Setting the specific details of virtual screens against individual proteins aside, the best way of assessing the global utility of a docking scoring function is to consider its performance over multiple diverse receptors. When the average area under the ROC curve calculated over all 40 DUD receptors was considered, Vina–NN1 and Vina–NN2 outperformed Vina–Vina and HTVS–HTVS. To determine whether or not this difference was statistically significant, we used a technique called analysis of variance (ANOVA).53 ANOVA asserts the null hypothesis that the means of multiple samples are equal (i.e., that multiple samples are drawn from populations with the same mean). In this sense, ANOVA is similar to the t-test, which is limited to two samples. When assessing multiple samples, one might be tempted to simply perform multiple t-tests between all sample pairs; however, each t-test carries with it the risk of incorrectly rejecting the null hypothesis (i.e., committing a type I error by rejecting the conclusion that two samples have statistically equal means when in fact they are statistically equal). As more and more t-tests are performed, the chances of committing this error increase. ANOVA avoids the problem by considering multiple samples in conjunction rather than pairwise.

Both ANOVA and the t-test allow one to assess the degree of statistical significance via a p value. The p value in this case represents the probability that the multiple samples could have means that differ to the degree observed or greater, given that the null hypothesis is true (i.e., given that the samples are drawn from populations with equal means). If p < 0.05, the null hypothesis is rejected.

ANOVA analysis suggested that the mean screening performances of the Vina–NN1, Vina–NN2, Vina–Vina, and HTVS–HTVS protocols were not statistically different (p = 0.16, not quite the 0.05 required to reject the null hypothesis). Clearly, known inhibitors, when available, should be included in a virtual screen and used to determine which docking scoring protocol is best suited to the specific system at hand.
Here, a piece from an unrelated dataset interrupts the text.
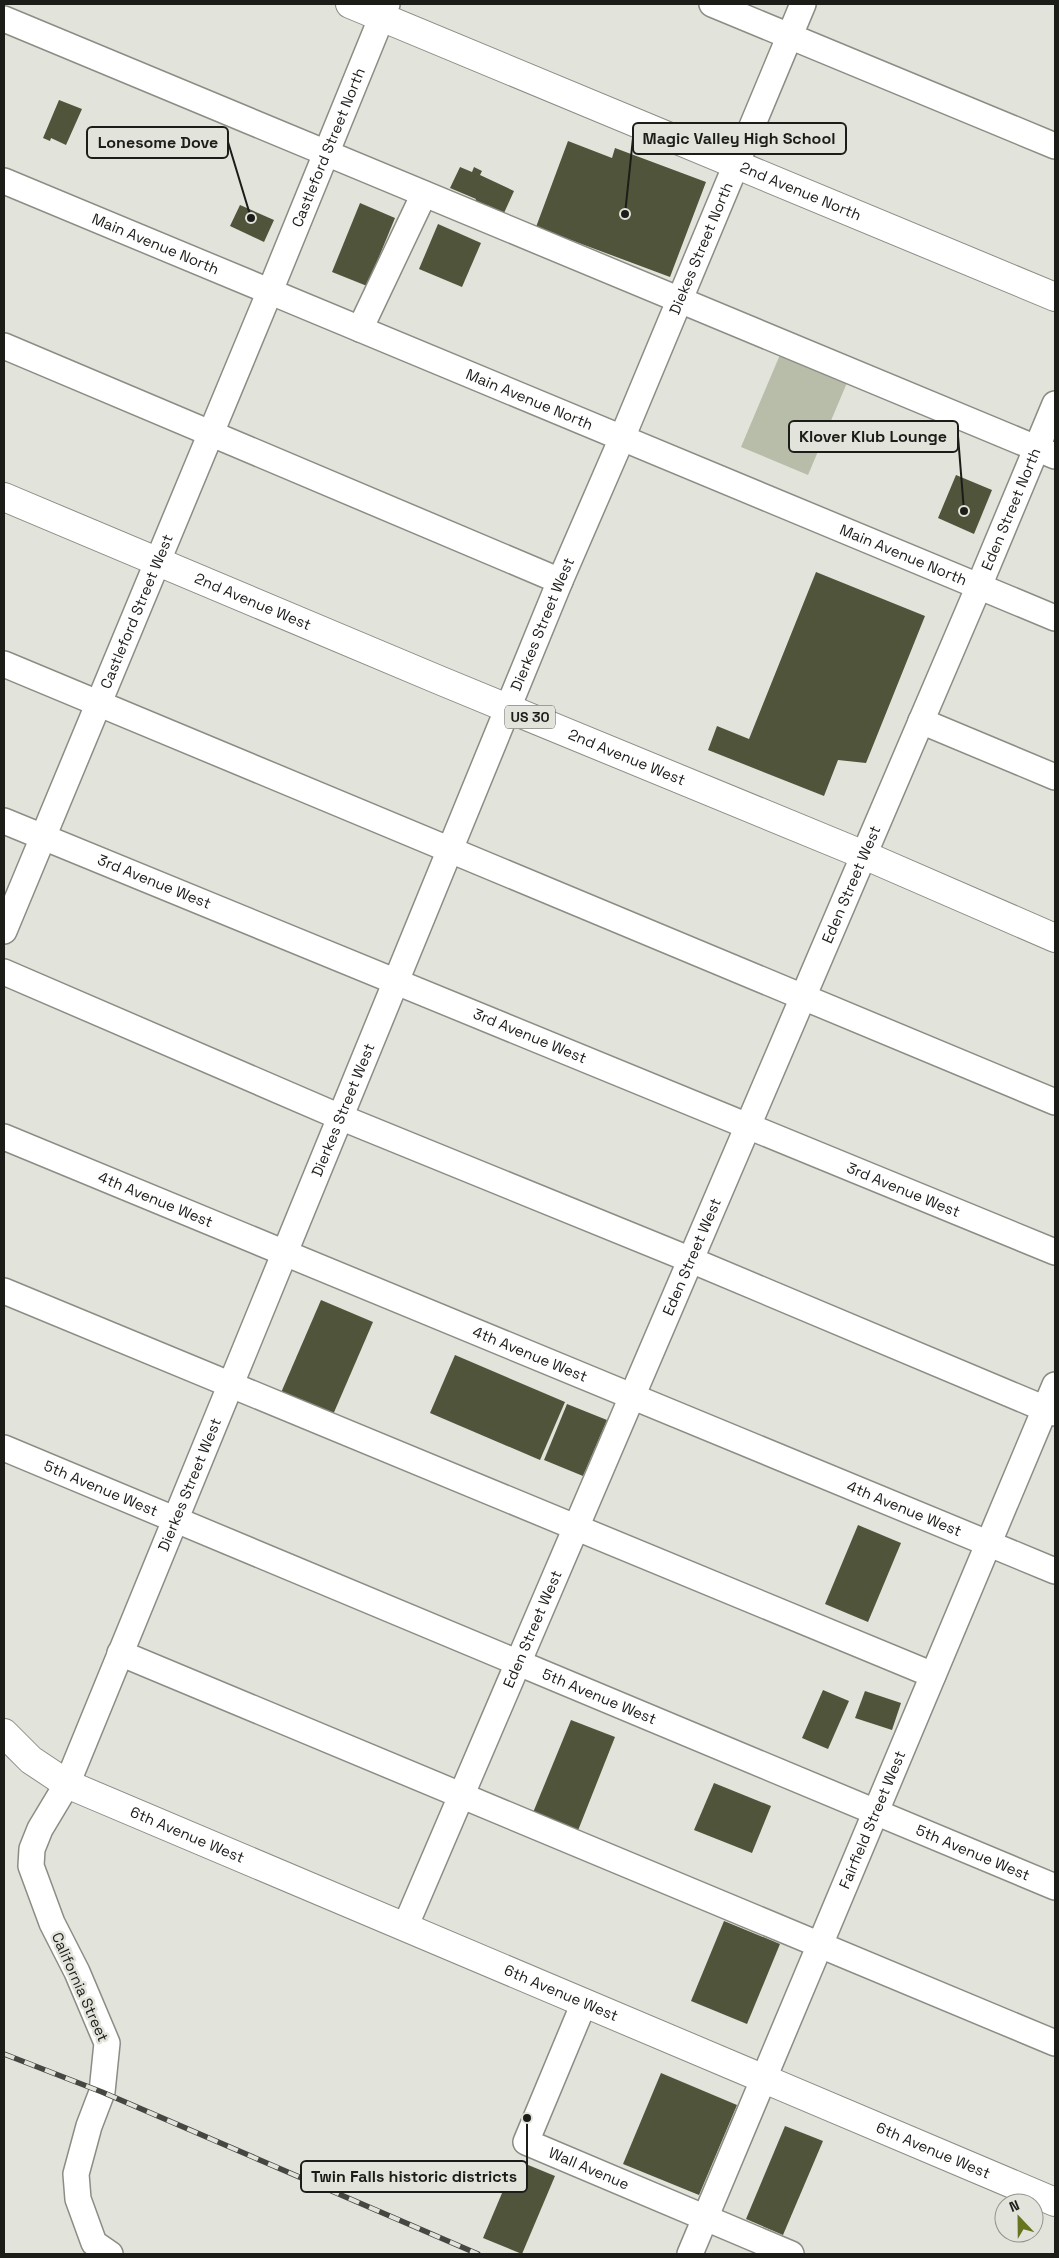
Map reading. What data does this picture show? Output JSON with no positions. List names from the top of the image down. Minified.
{"streets":{"main road":["2nd Avenue North","2nd Avenue West","US 30","6th Avenue West"],"street":["Castleford Street North","Main Avenue North","Diekes Street North","Eden Street North","Castleford Street West","Dierkes Street West","3rd Avenue West","Eden Street West","4th Avenue West","5th Avenue West","Fairfield Street West","California Street","Wall Avenue"]},"crossings":[["Castleford Street North","2nd Avenue North"],["Castleford Street North","Main Avenue North"],["Castleford Street North","Castleford Street West"],["2nd Avenue North","Diekes Street North"],["Main Avenue North","Diekes Street North"],["Main Avenue North","Eden Street North"],["Main Avenue North","Castleford Street West"],["Main Avenue North","Dierkes Street West"],["Main Avenue North","Eden Street West"],["Diekes Street North","Dierkes Street West"],["Eden Street North","Eden Street West"],["2nd Avenue West","Castleford Street West"],["2nd Avenue West","Dierkes Street West"],["2nd Avenue West","Eden Street West"],["Castleford Street West","3rd Avenue West"],["Dierkes Street West","3rd Avenue West"],["Dierkes Street West","4th Avenue West"],["Dierkes Street West","5th Avenue West"],["Dierkes Street West","6th Avenue West"],["Dierkes Street West","California Street"],["3rd Avenue West","Eden Street West"],["Eden Street West","4th Avenue West"],["Eden Street West","5th Avenue West"],["Eden Street West","6th Avenue West"],["4th Avenue West","Fairfield Street West"],["5th Avenue West","Fairfield Street West"],["Fairfield Street West","6th Avenue West"],["Fairfield Street West","Wall Avenue"],["6th Avenue West","California Street"],["6th Avenue West","Wall Avenue"]],"places":["Magic Valley High School","Lonesome Dove","Klover Klub Lounge","Twin Falls historic districts"],"north":"top"}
In the absence of any information about known binders, however, we recommend docking with Vina and rescoring with NNScore 1.0, as that protocol did have the highest ROC-AUC mean and median performances.

Comparing Docking Protocols: The Metric of Early Performance

Though the ROC-AUC metric is frequently used to evaluate virtual-screening performance, some have criticized its use because it assesses that performance by considering all screened compounds from the best predicted binder to the worst.54 In practice, computational chemists are most interested in the top-ranked compounds, the ones that will be subsequently submitted for experimental validation. It is therefore the initial portion of the ROC curve, some argue, that ought to be of primary interest. A number of performance metrics have been proposed to address this issue (e.g., the BEDROC metric54 derived from a modified ROC curve that weights top-ranked compounds). Additionally, Hawkins et al.36 recently suggested a simple approach using the “metric of early performance based on the ROC curve.” In this scheme, one analyzes a ROC curve to determine the true positive rate for a fixed false positive rate (5% in the current work).
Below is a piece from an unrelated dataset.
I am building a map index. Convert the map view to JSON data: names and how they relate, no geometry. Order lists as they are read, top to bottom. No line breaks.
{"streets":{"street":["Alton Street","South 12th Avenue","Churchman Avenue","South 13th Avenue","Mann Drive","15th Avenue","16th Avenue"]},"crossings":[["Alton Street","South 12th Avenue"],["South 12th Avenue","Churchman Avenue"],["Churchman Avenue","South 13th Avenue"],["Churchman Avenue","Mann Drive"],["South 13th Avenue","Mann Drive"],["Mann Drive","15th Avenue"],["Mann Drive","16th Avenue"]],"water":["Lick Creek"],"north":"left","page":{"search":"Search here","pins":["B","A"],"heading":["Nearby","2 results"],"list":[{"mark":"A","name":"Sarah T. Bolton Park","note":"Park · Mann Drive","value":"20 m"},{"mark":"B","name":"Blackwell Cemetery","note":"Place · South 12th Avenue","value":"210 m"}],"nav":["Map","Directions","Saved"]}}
We used the metric of early performance to compare the Vina-, NNScore-, and HTVS-based protocols to a common multi-tiered Glide protocol (HTVS–SP–XP)34 that has been used extensively in the literature (see, for example, refs (52), (55), (56), and (57)). The top 50% best ligands as judged by the HTVS–HTVS protocol were subsequently redocked with Glide SP. The top 25% of the Glide-SP compounds were then redocked with Glide XP. These XP-docked poses were additionally rescored with NNScore 1.018 and NNScore 2.019 to facilitate comparison.

We note that the multi-tiered HTVS–SP–XP approach is best suited for docking large compound libraries. Admittedly, the analysis herein described required that only 1634 compounds be docked into each DUD receptor on average, suggesting that Glide-SP or -XP docking alone might have been feasible. However, as mentioned above, because we considered all 40 DUD receptors simultaneously, 65,350 dockings would have ultimately been required had the multi-tiered approach been abandoned. Others have similarly turned to multi-tiered Glide protocols for projects requiring comparable numbers of individual dockings.52

Many compounds were filtered out in the initial HTVS and SP steps of the HTVS–SP–XP protocol and so were never docked/scored using Glide XP. Consequently, it was not possible to calculate a complete ROC curve for the HTVS–SP–XP protocol. However, by assuming that compounds filtered out in the preliminary HTVS and SP steps truly were poor binders (the reasoning implicit in the multi-tiered approach), it was possible to generate the arguably paramount initial portion of the ROC curve.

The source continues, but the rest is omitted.